Baba’s absence is always noticeable. We have different strengths as parents—he is playful, enthusiastic, in the moment; I tend to be more structured and future-oriented.
When the word “traditional” is used to describe a marriage or parenting relationship, it’s often meant that the father is a breadwinner. But it also can imply that the mother is not just the primary parent, but the more engaged parent. And the question I continue to come back to is, where along the way did the message become that a “traditional” father is a less engaged one?
“It came from the mothers,” my mom said. I asked her that question—why was there a cultural norm that parenting was a woman’s job?
She was observing my husband putting together the kids plates, and commented about the “samajdari” of “aaj kal ke ladke.”
Her estimation was that it was women who enabled sons to do nothing around the house, and when those sons became husbands, their mothers would hand off the baton of domestic labor not to their adult sons–now men–but to the adult women who married them. Once children came in the picture, childrearing would naturally become an extension of the domestic affairs.
To bypass men in this handoff was of course made easier by men bearing sole financial responsibility of the house because it offered an easy-out out of the house. It’s not an all-too-uncommon split that if a man is taking on the role of “default provider”, then the role of the woman is the “default parent”; but for whatever reason, the man’s participation was labeled not as “co-parenting”, but as “helping” or, worse, “babysitting”.
But Babas are essential as parents. Kids need their dads. “Engaged fatherhood has been linked to a whole range of outcomes,”
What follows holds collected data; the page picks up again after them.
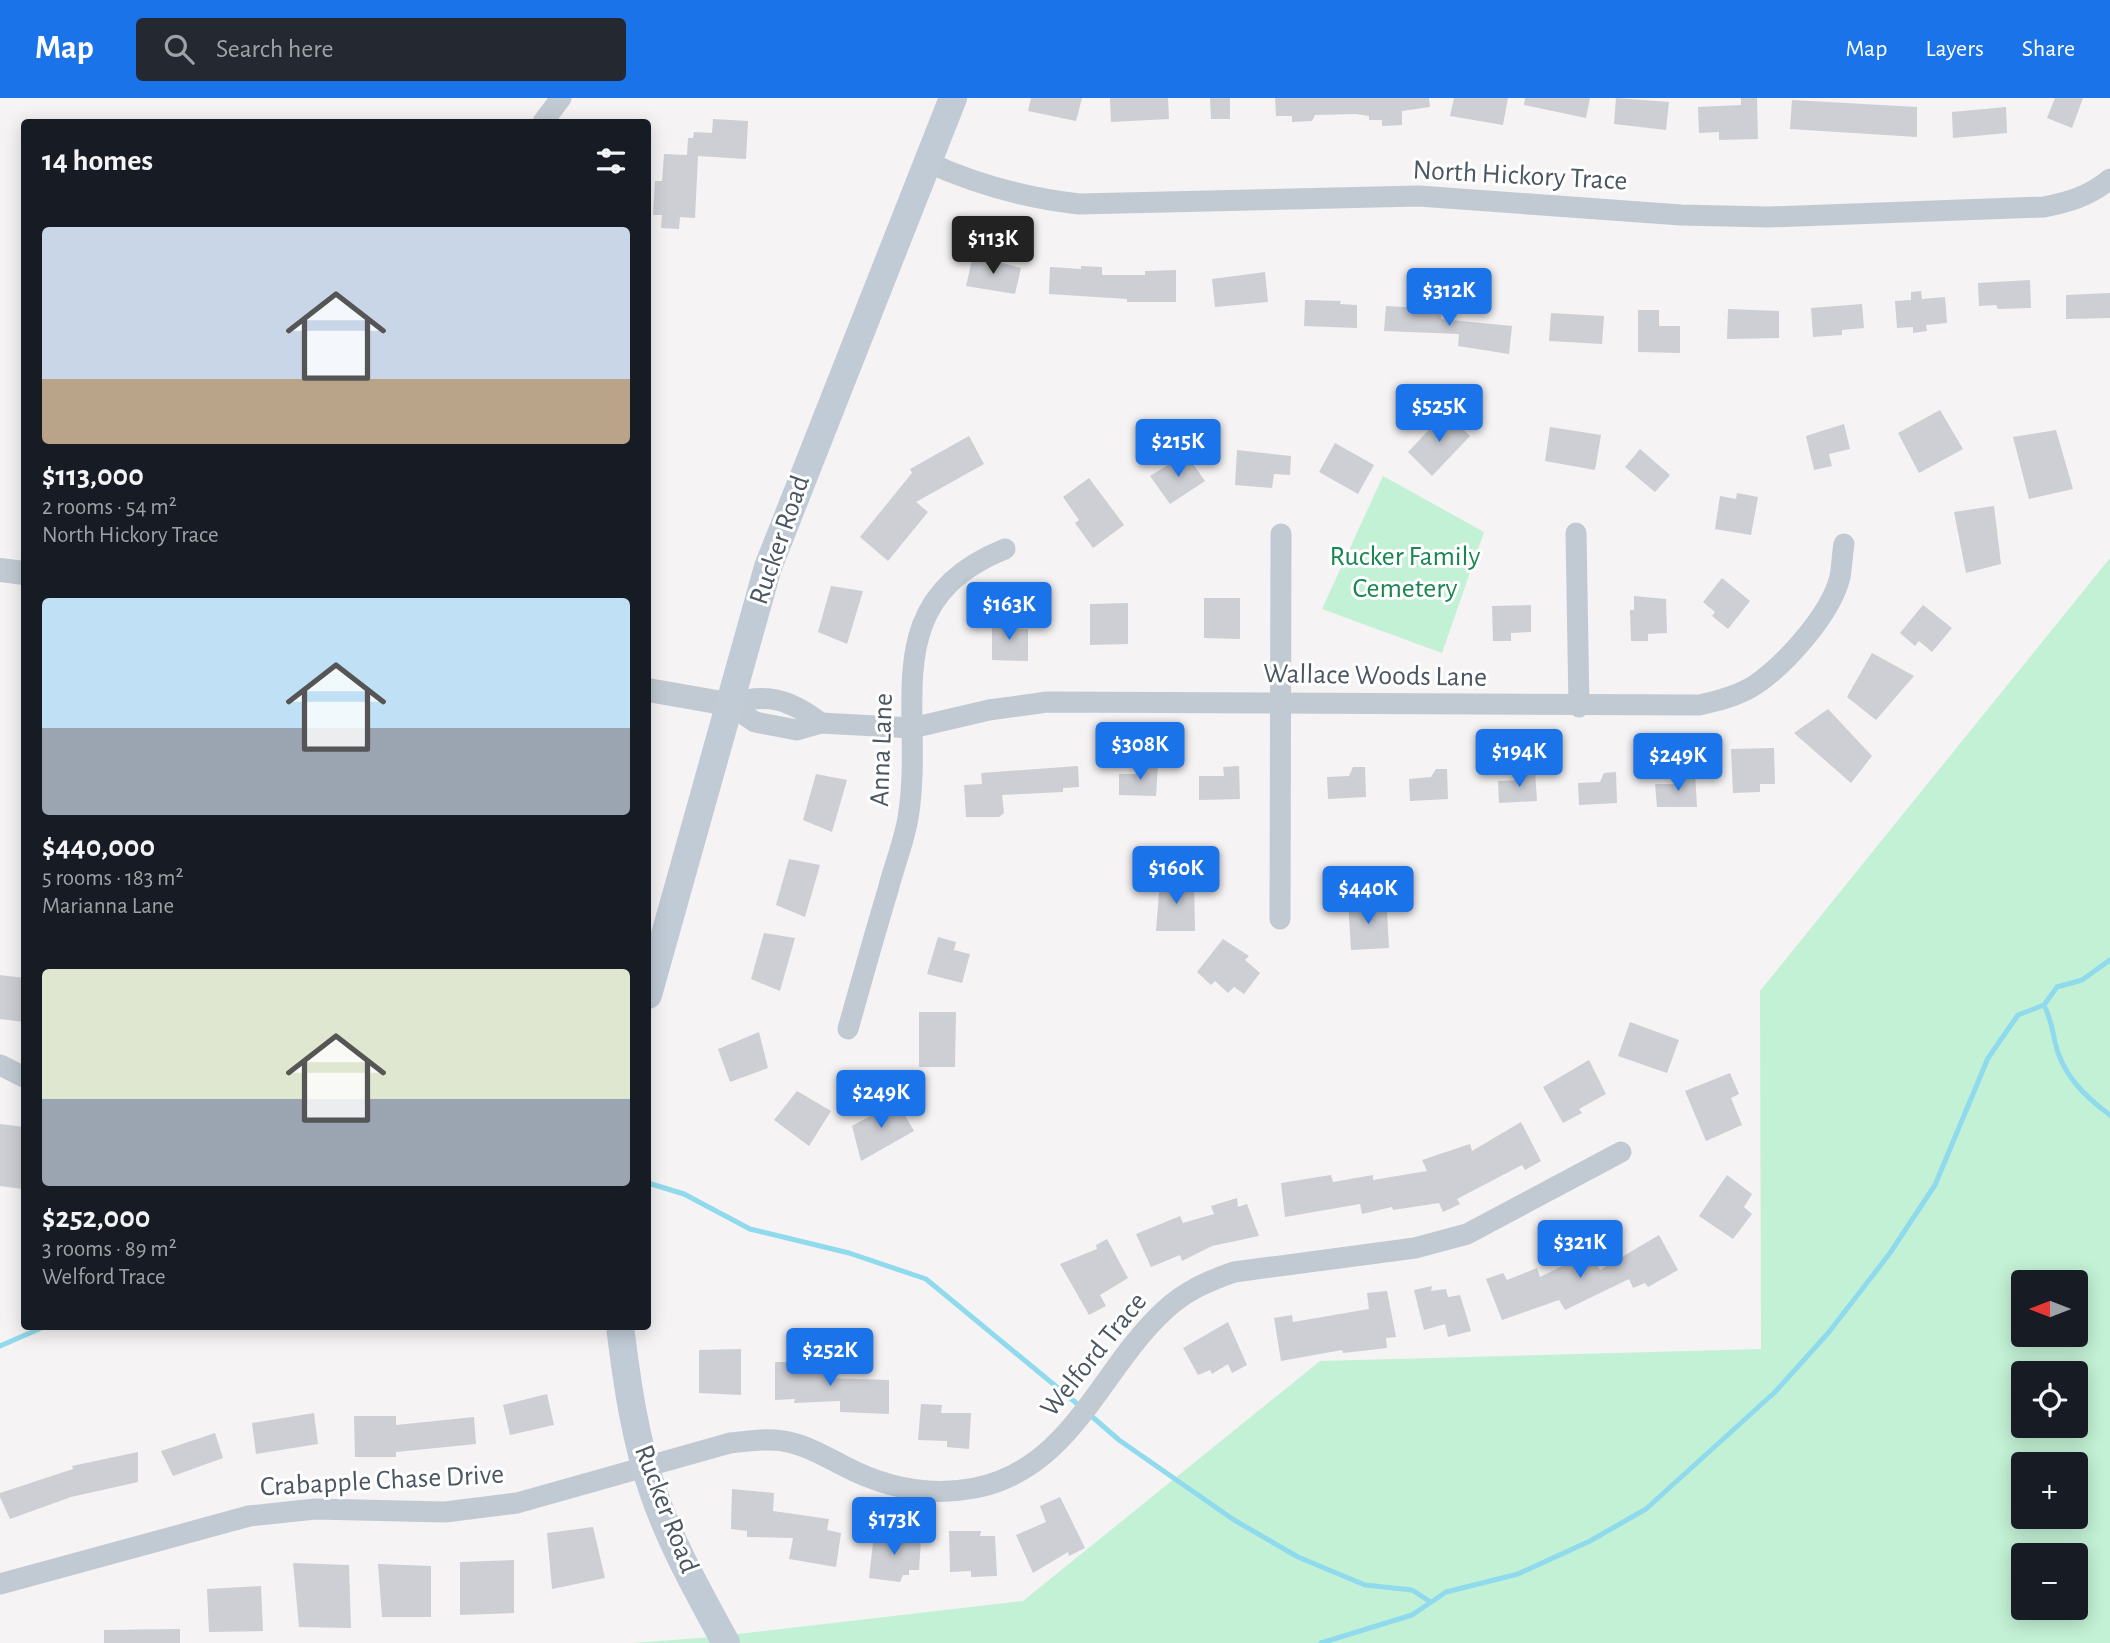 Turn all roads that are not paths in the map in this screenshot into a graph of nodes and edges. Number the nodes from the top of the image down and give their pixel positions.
1 (561, 98) edge
2 (953, 98) edge
3 (545, 119) edge
4 (927, 162) junction
5 (2110, 179) edge
6 (1576, 533) dead end
7 (1281, 534) dead end
8 (1844, 544) dead end
9 (1005, 550) dead end
10 (0, 570) edge
11 (21, 573) edge
12 (651, 691) edge
13 (1281, 703) junction
14 (728, 704) junction
15 (1579, 707) junction
16 (912, 729) junction
17 (1280, 919) dead end
18 (651, 984) edge
19 (848, 1029) dead end
20 (0, 1065) edge
21 (21, 1076) edge
22 (1621, 1152) dead end
23 (620, 1330) edge
24 (646, 1467) junction
25 (0, 1584) edge
26 (726, 1643) edge

1 - 3 street
2 - 4 main road, Rucker Road
4 - 5 street, North Hickory Trace
4 - 14 main road, Rucker Road
6 - 15 street
7 - 13 street
8 - 15 street, Wallace Woods Lane
9 - 16 street, Anna Lane
10 - 11 street
12 - 14 street
13 - 15 street, Wallace Woods Lane
13 - 16 street, Wallace Woods Lane
13 - 17 street
14 - 16 street, Wallace Woods Lane
14 - 18 main road, Rucker Road
16 - 19 street, Anna Lane
20 - 21 street
22 - 24 street, Welford Trace
23 - 24 main road, Rucker Road
24 - 25 street, Crabapple Chase Drive
24 - 26 main road, Rucker Road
writes in his book Of Boys and Men, “from mental health, high school graduation, social skills, and literacy to lower risks of teen pregnancy, delinquency, and drug use.” The effect is sustained: 16-year-old girls close to their fathers continue to have better mental health at age 33. He notes that these results hold even among fathers who don’t live with their children’s mother, meaning that the father has a meaningful role to play even if the parents are not married.Yet despite both the research and religious history of a Prophet who was an engaged and doting father, somewhere along the way, the lesson has at times been missed among men in both mine and my husband’s culture. I don’t know where it was conveyed to men that from diapers to dishes, drop-offs to school events, Babas could just…opt-out.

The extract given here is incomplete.